#### [Data supplied]
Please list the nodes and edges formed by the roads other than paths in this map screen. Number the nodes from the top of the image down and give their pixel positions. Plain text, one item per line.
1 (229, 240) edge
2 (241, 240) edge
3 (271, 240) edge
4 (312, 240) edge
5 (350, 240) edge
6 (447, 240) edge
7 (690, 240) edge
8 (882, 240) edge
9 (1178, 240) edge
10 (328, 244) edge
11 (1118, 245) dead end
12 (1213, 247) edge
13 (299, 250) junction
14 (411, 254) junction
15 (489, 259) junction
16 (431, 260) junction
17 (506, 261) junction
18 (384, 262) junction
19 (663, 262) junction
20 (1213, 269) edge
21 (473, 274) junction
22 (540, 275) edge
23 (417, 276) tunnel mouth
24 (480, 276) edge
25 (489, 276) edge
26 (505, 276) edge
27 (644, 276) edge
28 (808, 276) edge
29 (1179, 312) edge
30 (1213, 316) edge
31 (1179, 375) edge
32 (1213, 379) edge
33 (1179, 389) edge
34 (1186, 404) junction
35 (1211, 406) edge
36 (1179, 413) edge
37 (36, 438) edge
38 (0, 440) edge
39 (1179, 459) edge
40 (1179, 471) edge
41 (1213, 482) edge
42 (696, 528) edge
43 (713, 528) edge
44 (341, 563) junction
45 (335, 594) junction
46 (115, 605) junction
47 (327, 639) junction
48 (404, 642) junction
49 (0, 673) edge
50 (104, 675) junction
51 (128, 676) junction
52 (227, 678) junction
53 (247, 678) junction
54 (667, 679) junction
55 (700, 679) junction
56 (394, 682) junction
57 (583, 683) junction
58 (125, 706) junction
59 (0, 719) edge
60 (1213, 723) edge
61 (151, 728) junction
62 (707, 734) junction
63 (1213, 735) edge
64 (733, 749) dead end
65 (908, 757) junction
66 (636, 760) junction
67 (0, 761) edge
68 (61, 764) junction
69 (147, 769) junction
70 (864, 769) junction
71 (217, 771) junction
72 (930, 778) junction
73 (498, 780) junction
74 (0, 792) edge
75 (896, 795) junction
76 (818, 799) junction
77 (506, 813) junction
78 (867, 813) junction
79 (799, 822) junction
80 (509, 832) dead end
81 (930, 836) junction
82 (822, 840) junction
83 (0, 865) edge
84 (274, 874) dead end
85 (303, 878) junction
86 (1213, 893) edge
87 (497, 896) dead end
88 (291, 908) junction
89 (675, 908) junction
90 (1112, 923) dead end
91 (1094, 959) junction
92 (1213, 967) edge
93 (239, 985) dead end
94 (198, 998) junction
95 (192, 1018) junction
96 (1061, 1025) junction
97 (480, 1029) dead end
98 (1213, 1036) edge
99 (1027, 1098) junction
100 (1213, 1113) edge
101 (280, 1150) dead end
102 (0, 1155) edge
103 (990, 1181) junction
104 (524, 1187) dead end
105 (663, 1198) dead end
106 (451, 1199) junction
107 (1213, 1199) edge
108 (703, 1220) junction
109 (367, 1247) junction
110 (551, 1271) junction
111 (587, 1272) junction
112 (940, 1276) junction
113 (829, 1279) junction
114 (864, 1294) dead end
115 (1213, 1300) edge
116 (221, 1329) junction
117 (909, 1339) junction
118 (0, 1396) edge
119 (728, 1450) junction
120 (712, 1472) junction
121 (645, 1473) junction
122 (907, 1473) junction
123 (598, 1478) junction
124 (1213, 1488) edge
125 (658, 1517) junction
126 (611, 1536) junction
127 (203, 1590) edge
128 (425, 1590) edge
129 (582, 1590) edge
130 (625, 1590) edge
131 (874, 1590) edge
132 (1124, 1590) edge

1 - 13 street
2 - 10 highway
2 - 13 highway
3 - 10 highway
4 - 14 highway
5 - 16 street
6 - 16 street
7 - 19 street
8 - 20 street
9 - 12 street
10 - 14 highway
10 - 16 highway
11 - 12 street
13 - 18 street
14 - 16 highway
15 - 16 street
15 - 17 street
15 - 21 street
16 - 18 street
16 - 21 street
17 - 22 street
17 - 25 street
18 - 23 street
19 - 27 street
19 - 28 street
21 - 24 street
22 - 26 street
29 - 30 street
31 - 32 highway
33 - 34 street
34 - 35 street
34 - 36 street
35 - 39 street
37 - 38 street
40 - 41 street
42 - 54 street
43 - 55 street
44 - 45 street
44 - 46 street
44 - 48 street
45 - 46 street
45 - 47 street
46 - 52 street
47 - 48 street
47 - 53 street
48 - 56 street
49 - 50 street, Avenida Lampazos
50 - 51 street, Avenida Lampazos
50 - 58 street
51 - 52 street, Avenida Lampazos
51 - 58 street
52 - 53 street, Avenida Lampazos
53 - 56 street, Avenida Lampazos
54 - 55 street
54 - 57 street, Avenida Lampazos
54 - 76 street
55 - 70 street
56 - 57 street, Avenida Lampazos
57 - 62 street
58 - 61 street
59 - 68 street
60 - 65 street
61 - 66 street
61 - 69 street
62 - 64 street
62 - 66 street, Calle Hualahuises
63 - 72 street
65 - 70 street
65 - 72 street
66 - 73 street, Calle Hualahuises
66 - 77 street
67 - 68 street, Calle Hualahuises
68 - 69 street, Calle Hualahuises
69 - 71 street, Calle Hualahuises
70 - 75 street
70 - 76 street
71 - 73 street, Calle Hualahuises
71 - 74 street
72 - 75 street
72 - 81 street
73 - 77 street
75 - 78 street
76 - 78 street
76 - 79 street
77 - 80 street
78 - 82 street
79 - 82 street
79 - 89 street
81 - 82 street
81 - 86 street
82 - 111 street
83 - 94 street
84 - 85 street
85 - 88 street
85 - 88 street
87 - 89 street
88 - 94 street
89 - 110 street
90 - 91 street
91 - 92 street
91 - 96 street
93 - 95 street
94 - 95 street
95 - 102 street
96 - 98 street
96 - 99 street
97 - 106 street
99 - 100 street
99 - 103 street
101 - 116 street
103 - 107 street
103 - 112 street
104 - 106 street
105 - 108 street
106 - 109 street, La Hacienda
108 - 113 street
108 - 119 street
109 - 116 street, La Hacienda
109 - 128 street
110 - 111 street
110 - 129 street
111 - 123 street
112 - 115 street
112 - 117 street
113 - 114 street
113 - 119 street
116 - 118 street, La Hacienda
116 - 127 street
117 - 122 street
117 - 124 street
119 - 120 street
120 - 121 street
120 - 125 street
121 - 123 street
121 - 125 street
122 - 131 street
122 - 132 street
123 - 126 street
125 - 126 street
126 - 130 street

#### [Work instructions]
Return the entries above, every line intact.

#### [Written response]
Please list the nodes and edges formed by the roads other than paths in this map screen. Number the nodes from the top of the image down and give their pixel positions. Plain text, one item per line.
1 (229, 240) edge
2 (241, 240) edge
3 (271, 240) edge
4 (312, 240) edge
5 (350, 240) edge
6 (447, 240) edge
7 (690, 240) edge
8 (882, 240) edge
9 (1178, 240) edge
10 (328, 244) edge
11 (1118, 245) dead end
12 (1213, 247) edge
13 (299, 250) junction
14 (411, 254) junction
15 (489, 259) junction
16 (431, 260) junction
17 (506, 261) junction
18 (384, 262) junction
19 (663, 262) junction
20 (1213, 269) edge
21 (473, 274) junction
22 (540, 275) edge
23 (417, 276) tunnel mouth
24 (480, 276) edge
25 (489, 276) edge
26 (505, 276) edge
27 (644, 276) edge
28 (808, 276) edge
29 (1179, 312) edge
30 (1213, 316) edge
31 (1179, 375) edge
32 (1213, 379) edge
33 (1179, 389) edge
34 (1186, 404) junction
35 (1211, 406) edge
36 (1179, 413) edge
37 (36, 438) edge
38 (0, 440) edge
39 (1179, 459) edge
40 (1179, 471) edge
41 (1213, 482) edge
42 (696, 528) edge
43 (713, 528) edge
44 (341, 563) junction
45 (335, 594) junction
46 (115, 605) junction
47 (327, 639) junction
48 (404, 642) junction
49 (0, 673) edge
50 (104, 675) junction
51 (128, 676) junction
52 (227, 678) junction
53 (247, 678) junction
54 (667, 679) junction
55 (700, 679) junction
56 (394, 682) junction
57 (583, 683) junction
58 (125, 706) junction
59 (0, 719) edge
60 (1213, 723) edge
61 (151, 728) junction
62 (707, 734) junction
63 (1213, 735) edge
64 (733, 749) dead end
65 (908, 757) junction
66 (636, 760) junction
67 (0, 761) edge
68 (61, 764) junction
69 (147, 769) junction
70 (864, 769) junction
71 (217, 771) junction
72 (930, 778) junction
73 (498, 780) junction
74 (0, 792) edge
75 (896, 795) junction
76 (818, 799) junction
77 (506, 813) junction
78 (867, 813) junction
79 (799, 822) junction
80 (509, 832) dead end
81 (930, 836) junction
82 (822, 840) junction
83 (0, 865) edge
84 (274, 874) dead end
85 (303, 878) junction
86 (1213, 893) edge
87 (497, 896) dead end
88 (291, 908) junction
89 (675, 908) junction
90 (1112, 923) dead end
91 (1094, 959) junction
92 (1213, 967) edge
93 (239, 985) dead end
94 (198, 998) junction
95 (192, 1018) junction
96 (1061, 1025) junction
97 (480, 1029) dead end
98 (1213, 1036) edge
99 (1027, 1098) junction
100 (1213, 1113) edge
101 (280, 1150) dead end
102 (0, 1155) edge
103 (990, 1181) junction
104 (524, 1187) dead end
105 (663, 1198) dead end
106 (451, 1199) junction
107 (1213, 1199) edge
108 (703, 1220) junction
109 (367, 1247) junction
110 (551, 1271) junction
111 (587, 1272) junction
112 (940, 1276) junction
113 (829, 1279) junction
114 (864, 1294) dead end
115 (1213, 1300) edge
116 (221, 1329) junction
117 (909, 1339) junction
118 (0, 1396) edge
119 (728, 1450) junction
120 (712, 1472) junction
121 (645, 1473) junction
122 (907, 1473) junction
123 (598, 1478) junction
124 (1213, 1488) edge
125 (658, 1517) junction
126 (611, 1536) junction
127 (203, 1590) edge
128 (425, 1590) edge
129 (582, 1590) edge
130 (625, 1590) edge
131 (874, 1590) edge
132 (1124, 1590) edge

1 - 13 street
2 - 10 highway
2 - 13 highway
3 - 10 highway
4 - 14 highway
5 - 16 street
6 - 16 street
7 - 19 street
8 - 20 street
9 - 12 street
10 - 14 highway
10 - 16 highway
11 - 12 street
13 - 18 street
14 - 16 highway
15 - 16 street
15 - 17 street
15 - 21 street
16 - 18 street
16 - 21 street
17 - 22 street
17 - 25 street
18 - 23 street
19 - 27 street
19 - 28 street
21 - 24 street
22 - 26 street
29 - 30 street
31 - 32 highway
33 - 34 street
34 - 35 street
34 - 36 street
35 - 39 street
37 - 38 street
40 - 41 street
42 - 54 street
43 - 55 street
44 - 45 street
44 - 46 street
44 - 48 street
45 - 46 street
45 - 47 street
46 - 52 street
47 - 48 street
47 - 53 street
48 - 56 street
49 - 50 street, Avenida Lampazos
50 - 51 street, Avenida Lampazos
50 - 58 street
51 - 52 street, Avenida Lampazos
51 - 58 street
52 - 53 street, Avenida Lampazos
53 - 56 street, Avenida Lampazos
54 - 55 street
54 - 57 street, Avenida Lampazos
54 - 76 street
55 - 70 street
56 - 57 street, Avenida Lampazos
57 - 62 street
58 - 61 street
59 - 68 street
60 - 65 street
61 - 66 street
61 - 69 street
62 - 64 street
62 - 66 street, Calle Hualahuises
63 - 72 street
65 - 70 street
65 - 72 street
66 - 73 street, Calle Hualahuises
66 - 77 street
67 - 68 street, Calle Hualahuises
68 - 69 street, Calle Hualahuises
69 - 71 street, Calle Hualahuises
70 - 75 street
70 - 76 street
71 - 73 street, Calle Hualahuises
71 - 74 street
72 - 75 street
72 - 81 street
73 - 77 street
75 - 78 street
76 - 78 street
76 - 79 street
77 - 80 street
78 - 82 street
79 - 82 street
79 - 89 street
81 - 82 street
81 - 86 street
82 - 111 street
83 - 94 street
84 - 85 street
85 - 88 street
85 - 88 street
87 - 89 street
88 - 94 street
89 - 110 street
90 - 91 street
91 - 92 street
91 - 96 street
93 - 95 street
94 - 95 street
95 - 102 street
96 - 98 street
96 - 99 street
97 - 106 street
99 - 100 street
99 - 103 street
101 - 116 street
103 - 107 street
103 - 112 street
104 - 106 street
105 - 108 street
106 - 109 street, La Hacienda
108 - 113 street
108 - 119 street
109 - 116 street, La Hacienda
109 - 128 street
110 - 111 street
110 - 129 street
111 - 123 street
112 - 115 street
112 - 117 street
113 - 114 street
113 - 119 street
116 - 118 street, La Hacienda
116 - 127 street
117 - 122 street
117 - 124 street
119 - 120 street
120 - 121 street
120 - 125 street
121 - 123 street
121 - 125 street
122 - 131 street
122 - 132 street
123 - 126 street
125 - 126 street
126 - 130 street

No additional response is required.